Work item → Scan the entries below for the word "Bleuets", then copy each line that holds it.
[[ Data section open ]]
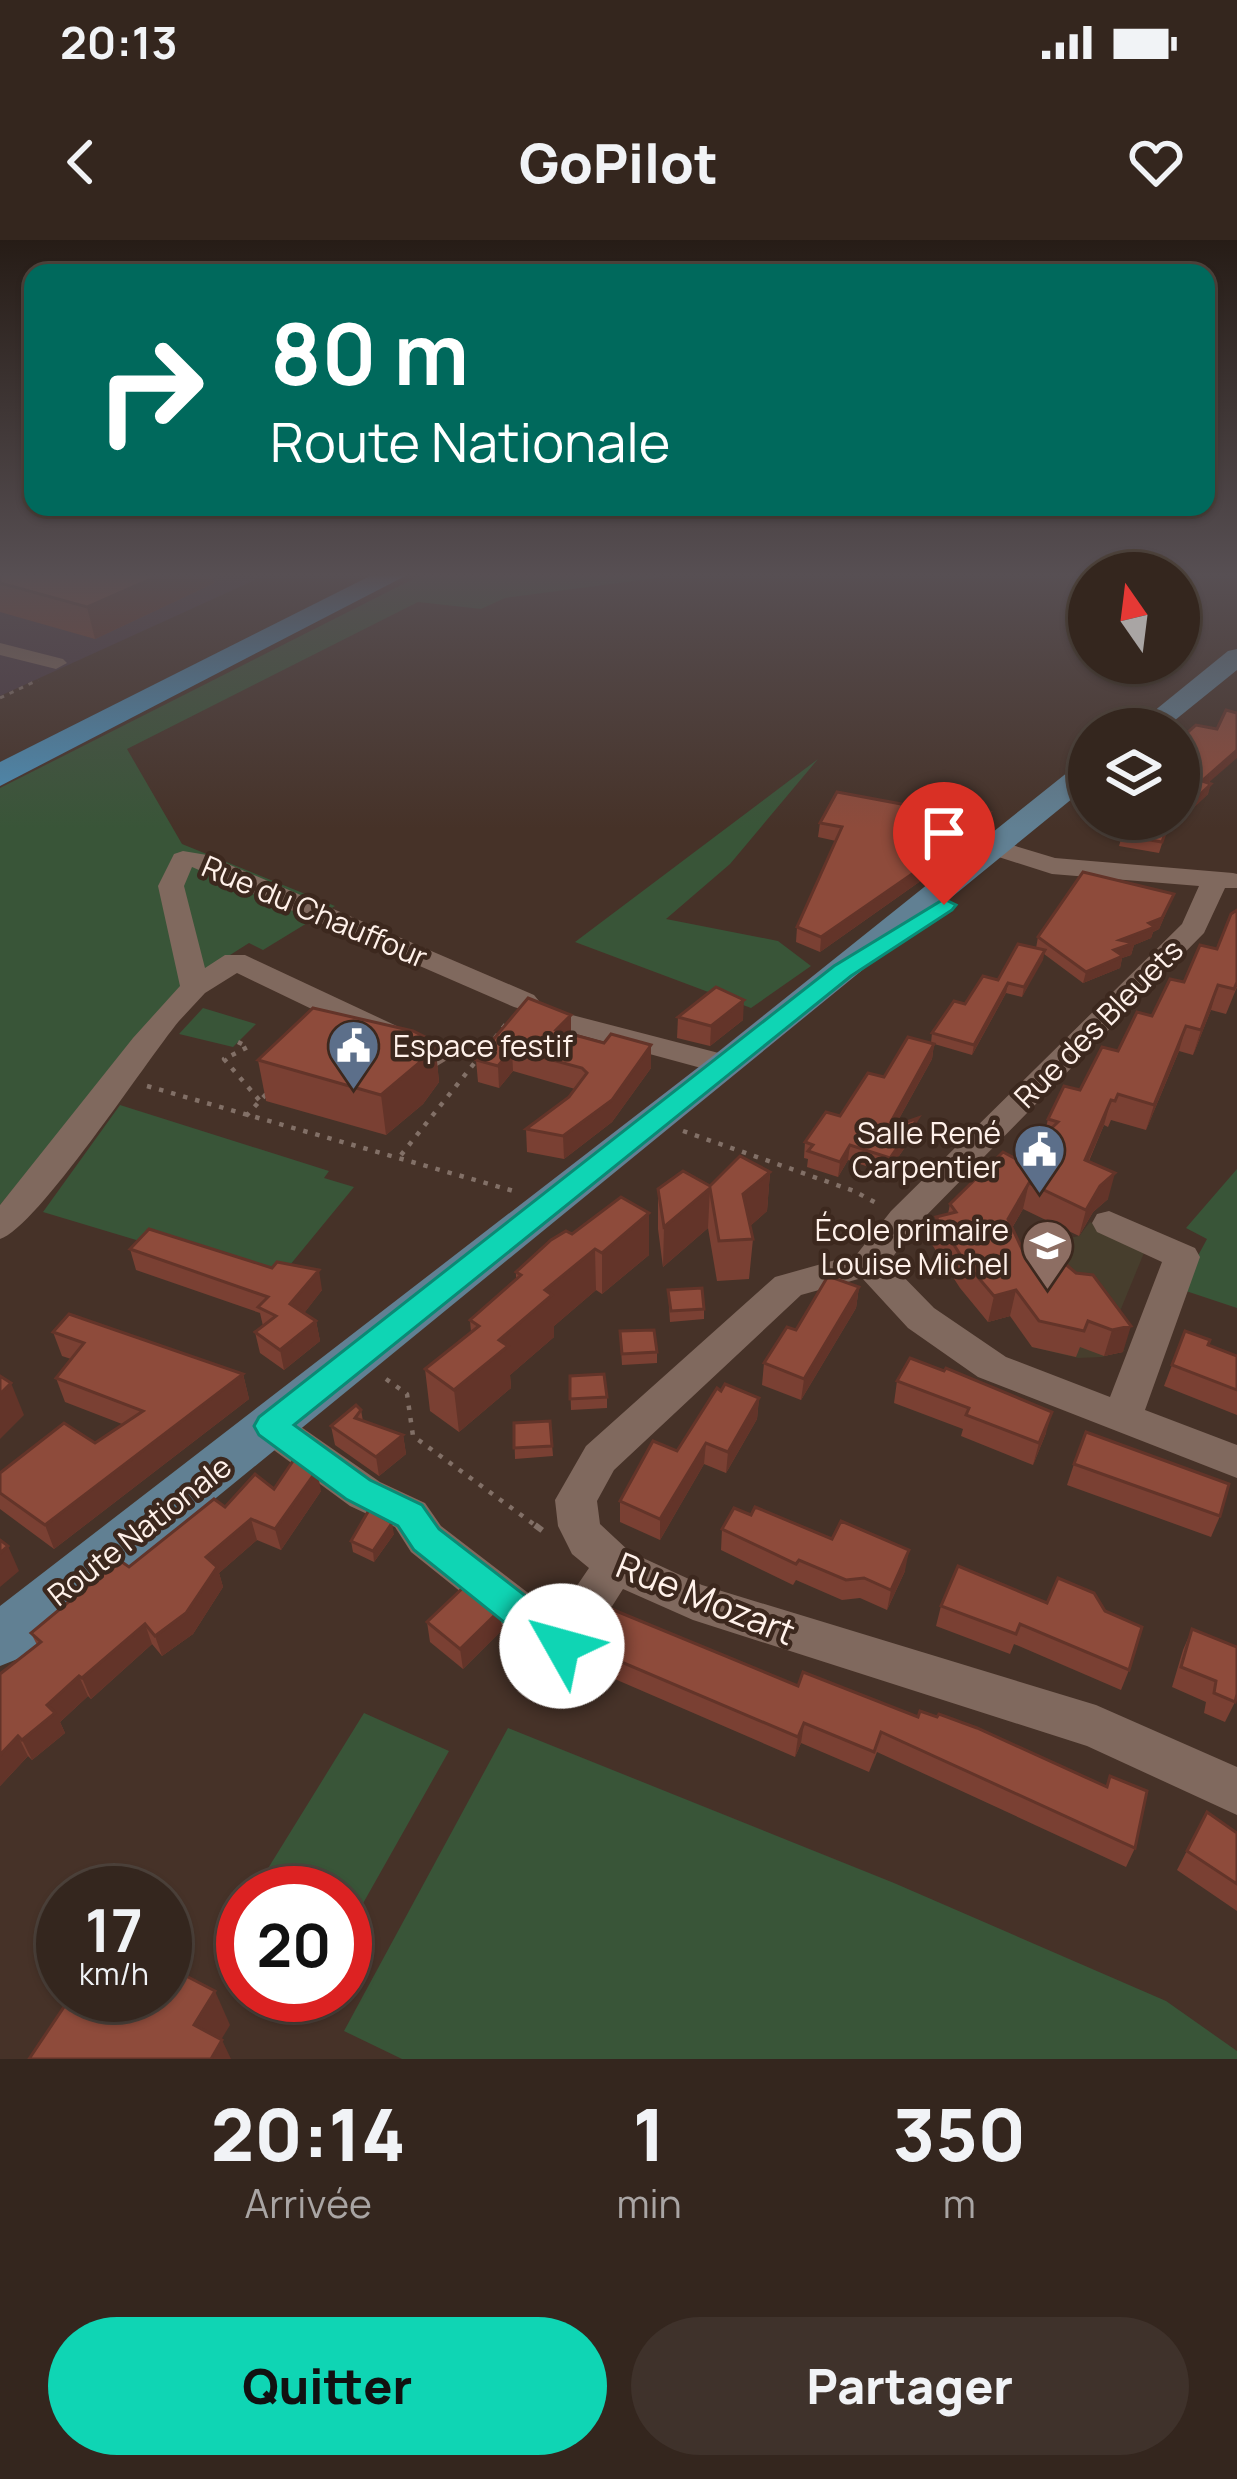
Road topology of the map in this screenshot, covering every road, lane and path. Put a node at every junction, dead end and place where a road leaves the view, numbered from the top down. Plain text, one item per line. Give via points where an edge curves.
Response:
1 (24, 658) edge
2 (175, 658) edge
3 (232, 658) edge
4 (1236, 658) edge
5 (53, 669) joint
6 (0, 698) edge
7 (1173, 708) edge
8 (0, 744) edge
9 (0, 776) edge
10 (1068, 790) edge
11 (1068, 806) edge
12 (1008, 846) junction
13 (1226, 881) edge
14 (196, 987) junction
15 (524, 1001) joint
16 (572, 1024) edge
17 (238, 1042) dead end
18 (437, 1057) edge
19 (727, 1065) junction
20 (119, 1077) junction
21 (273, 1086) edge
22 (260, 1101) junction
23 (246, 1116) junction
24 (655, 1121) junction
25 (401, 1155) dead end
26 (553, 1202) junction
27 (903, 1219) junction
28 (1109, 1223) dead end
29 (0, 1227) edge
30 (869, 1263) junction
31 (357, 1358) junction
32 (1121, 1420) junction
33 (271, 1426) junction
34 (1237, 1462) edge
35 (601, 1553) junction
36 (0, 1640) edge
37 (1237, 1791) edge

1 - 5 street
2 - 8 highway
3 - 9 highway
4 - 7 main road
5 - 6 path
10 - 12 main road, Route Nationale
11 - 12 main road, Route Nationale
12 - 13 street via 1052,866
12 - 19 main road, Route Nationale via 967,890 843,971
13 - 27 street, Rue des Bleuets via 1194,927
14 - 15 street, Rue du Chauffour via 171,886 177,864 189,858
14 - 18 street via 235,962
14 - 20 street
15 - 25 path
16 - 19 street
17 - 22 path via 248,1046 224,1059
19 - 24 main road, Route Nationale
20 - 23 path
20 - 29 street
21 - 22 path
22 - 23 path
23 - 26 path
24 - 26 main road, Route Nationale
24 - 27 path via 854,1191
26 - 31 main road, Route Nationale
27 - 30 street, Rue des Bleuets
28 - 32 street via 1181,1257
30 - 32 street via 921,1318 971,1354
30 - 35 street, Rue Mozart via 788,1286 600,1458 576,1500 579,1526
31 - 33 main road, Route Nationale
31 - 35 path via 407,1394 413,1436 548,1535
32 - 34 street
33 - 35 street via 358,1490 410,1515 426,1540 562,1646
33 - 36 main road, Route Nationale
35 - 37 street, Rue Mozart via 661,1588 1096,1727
[[ Data section closed ]]
Result of the task →
13 - 27 street, Rue des Bleuets via 1194,927
27 - 30 street, Rue des Bleuets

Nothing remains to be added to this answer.